Action item — Since each line must match the original, copy out the records with no differences at all.

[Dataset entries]
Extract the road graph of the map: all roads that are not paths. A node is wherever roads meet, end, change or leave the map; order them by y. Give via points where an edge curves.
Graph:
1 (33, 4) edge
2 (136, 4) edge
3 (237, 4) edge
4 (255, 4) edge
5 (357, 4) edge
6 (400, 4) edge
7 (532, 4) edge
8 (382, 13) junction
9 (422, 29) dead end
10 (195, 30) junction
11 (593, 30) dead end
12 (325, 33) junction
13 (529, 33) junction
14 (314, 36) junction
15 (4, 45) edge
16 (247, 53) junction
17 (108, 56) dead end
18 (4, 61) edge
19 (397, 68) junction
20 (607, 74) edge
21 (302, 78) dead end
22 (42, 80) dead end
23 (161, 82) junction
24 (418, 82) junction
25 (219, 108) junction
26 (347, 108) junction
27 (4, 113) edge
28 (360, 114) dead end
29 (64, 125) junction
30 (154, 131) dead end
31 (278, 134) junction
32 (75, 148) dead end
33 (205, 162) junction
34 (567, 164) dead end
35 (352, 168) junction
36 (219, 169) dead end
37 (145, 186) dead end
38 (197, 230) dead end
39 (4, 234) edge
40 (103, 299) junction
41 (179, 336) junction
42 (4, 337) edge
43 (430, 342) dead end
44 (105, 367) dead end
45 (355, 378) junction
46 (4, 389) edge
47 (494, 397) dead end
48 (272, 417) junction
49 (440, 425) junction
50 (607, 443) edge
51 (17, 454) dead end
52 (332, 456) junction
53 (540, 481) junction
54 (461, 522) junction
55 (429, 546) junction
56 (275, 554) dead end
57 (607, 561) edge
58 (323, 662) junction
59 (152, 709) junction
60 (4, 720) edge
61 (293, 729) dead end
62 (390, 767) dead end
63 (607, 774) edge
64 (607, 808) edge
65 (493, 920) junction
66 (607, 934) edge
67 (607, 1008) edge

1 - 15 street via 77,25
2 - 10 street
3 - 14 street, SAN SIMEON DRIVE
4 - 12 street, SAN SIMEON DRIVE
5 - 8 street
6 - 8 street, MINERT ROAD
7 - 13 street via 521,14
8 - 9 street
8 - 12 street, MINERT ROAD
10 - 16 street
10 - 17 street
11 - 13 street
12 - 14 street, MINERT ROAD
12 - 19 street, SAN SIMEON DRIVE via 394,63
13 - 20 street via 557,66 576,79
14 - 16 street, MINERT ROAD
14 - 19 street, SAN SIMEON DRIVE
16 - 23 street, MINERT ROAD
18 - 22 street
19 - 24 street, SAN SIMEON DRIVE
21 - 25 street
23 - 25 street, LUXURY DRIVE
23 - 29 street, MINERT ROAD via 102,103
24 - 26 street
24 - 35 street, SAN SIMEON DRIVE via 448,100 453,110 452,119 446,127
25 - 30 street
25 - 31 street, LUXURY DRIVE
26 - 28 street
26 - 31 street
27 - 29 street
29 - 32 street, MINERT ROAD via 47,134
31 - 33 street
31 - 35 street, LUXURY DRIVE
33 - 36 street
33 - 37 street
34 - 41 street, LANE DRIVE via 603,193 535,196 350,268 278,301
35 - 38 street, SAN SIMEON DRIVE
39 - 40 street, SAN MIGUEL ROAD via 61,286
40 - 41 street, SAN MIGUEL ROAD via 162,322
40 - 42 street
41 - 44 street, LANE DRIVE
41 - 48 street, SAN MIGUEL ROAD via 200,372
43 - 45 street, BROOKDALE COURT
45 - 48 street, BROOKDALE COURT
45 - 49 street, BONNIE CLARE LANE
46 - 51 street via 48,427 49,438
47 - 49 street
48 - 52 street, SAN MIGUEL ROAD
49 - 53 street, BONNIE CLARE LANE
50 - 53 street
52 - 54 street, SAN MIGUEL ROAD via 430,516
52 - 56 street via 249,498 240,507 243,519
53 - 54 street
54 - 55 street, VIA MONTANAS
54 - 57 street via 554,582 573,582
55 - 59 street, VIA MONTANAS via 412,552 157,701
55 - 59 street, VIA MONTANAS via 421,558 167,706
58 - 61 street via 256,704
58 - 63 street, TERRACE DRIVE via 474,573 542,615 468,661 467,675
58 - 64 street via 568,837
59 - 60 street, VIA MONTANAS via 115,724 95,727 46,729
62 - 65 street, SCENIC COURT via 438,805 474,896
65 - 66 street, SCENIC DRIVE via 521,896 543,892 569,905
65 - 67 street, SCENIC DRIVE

Result for this task —
Extract the road graph of the map: all roads that are not paths. A node is wherever roads meet, end, change or leave the map; order them by y. Give via points where an edge curves.
Graph:
1 (33, 4) edge
2 (136, 4) edge
3 (237, 4) edge
4 (255, 4) edge
5 (357, 4) edge
6 (400, 4) edge
7 (532, 4) edge
8 (382, 13) junction
9 (422, 29) dead end
10 (195, 30) junction
11 (593, 30) dead end
12 (325, 33) junction
13 (529, 33) junction
14 (314, 36) junction
15 (4, 45) edge
16 (247, 53) junction
17 (108, 56) dead end
18 (4, 61) edge
19 (397, 68) junction
20 (607, 74) edge
21 (302, 78) dead end
22 (42, 80) dead end
23 (161, 82) junction
24 (418, 82) junction
25 (219, 108) junction
26 (347, 108) junction
27 (4, 113) edge
28 (360, 114) dead end
29 (64, 125) junction
30 (154, 131) dead end
31 (278, 134) junction
32 (75, 148) dead end
33 (205, 162) junction
34 (567, 164) dead end
35 (352, 168) junction
36 (219, 169) dead end
37 (145, 186) dead end
38 (197, 230) dead end
39 (4, 234) edge
40 (103, 299) junction
41 (179, 336) junction
42 (4, 337) edge
43 (430, 342) dead end
44 (105, 367) dead end
45 (355, 378) junction
46 (4, 389) edge
47 (494, 397) dead end
48 (272, 417) junction
49 (440, 425) junction
50 (607, 443) edge
51 (17, 454) dead end
52 (332, 456) junction
53 (540, 481) junction
54 (461, 522) junction
55 (429, 546) junction
56 (275, 554) dead end
57 (607, 561) edge
58 (323, 662) junction
59 (152, 709) junction
60 (4, 720) edge
61 (293, 729) dead end
62 (390, 767) dead end
63 (607, 774) edge
64 (607, 808) edge
65 (493, 920) junction
66 (607, 934) edge
67 (607, 1008) edge

1 - 15 street via 77,25
2 - 10 street
3 - 14 street, SAN SIMEON DRIVE
4 - 12 street, SAN SIMEON DRIVE
5 - 8 street
6 - 8 street, MINERT ROAD
7 - 13 street via 521,14
8 - 9 street
8 - 12 street, MINERT ROAD
10 - 16 street
10 - 17 street
11 - 13 street
12 - 14 street, MINERT ROAD
12 - 19 street, SAN SIMEON DRIVE via 394,63
13 - 20 street via 557,66 576,79
14 - 16 street, MINERT ROAD
14 - 19 street, SAN SIMEON DRIVE
16 - 23 street, MINERT ROAD
18 - 22 street
19 - 24 street, SAN SIMEON DRIVE
21 - 25 street
23 - 25 street, LUXURY DRIVE
23 - 29 street, MINERT ROAD via 102,103
24 - 26 street
24 - 35 street, SAN SIMEON DRIVE via 448,100 453,110 452,119 446,127
25 - 30 street
25 - 31 street, LUXURY DRIVE
26 - 28 street
26 - 31 street
27 - 29 street
29 - 32 street, MINERT ROAD via 47,134
31 - 33 street
31 - 35 street, LUXURY DRIVE
33 - 36 street
33 - 37 street
34 - 41 street, LANE DRIVE via 603,193 535,196 350,268 278,301
35 - 38 street, SAN SIMEON DRIVE
39 - 40 street, SAN MIGUEL ROAD via 61,286
40 - 41 street, SAN MIGUEL ROAD via 162,322
40 - 42 street
41 - 44 street, LANE DRIVE
41 - 48 street, SAN MIGUEL ROAD via 200,372
43 - 45 street, BROOKDALE COURT
45 - 48 street, BROOKDALE COURT
45 - 49 street, BONNIE CLARE LANE
46 - 51 street via 48,427 49,438
47 - 49 street
48 - 52 street, SAN MIGUEL ROAD
49 - 53 street, BONNIE CLARE LANE
50 - 53 street
52 - 54 street, SAN MIGUEL ROAD via 430,516
52 - 56 street via 249,498 240,507 243,519
53 - 54 street
54 - 55 street, VIA MONTANAS
54 - 57 street via 554,582 573,582
55 - 59 street, VIA MONTANAS via 412,552 157,701
55 - 59 street, VIA MONTANAS via 421,558 167,706
58 - 61 street via 256,704
58 - 63 street, TERRACE DRIVE via 474,573 542,615 468,661 467,675
58 - 64 street via 568,837
59 - 60 street, VIA MONTANAS via 115,724 95,727 46,729
62 - 65 street, SCENIC COURT via 438,805 474,896
65 - 66 street, SCENIC DRIVE via 521,896 543,892 569,905
65 - 67 street, SCENIC DRIVE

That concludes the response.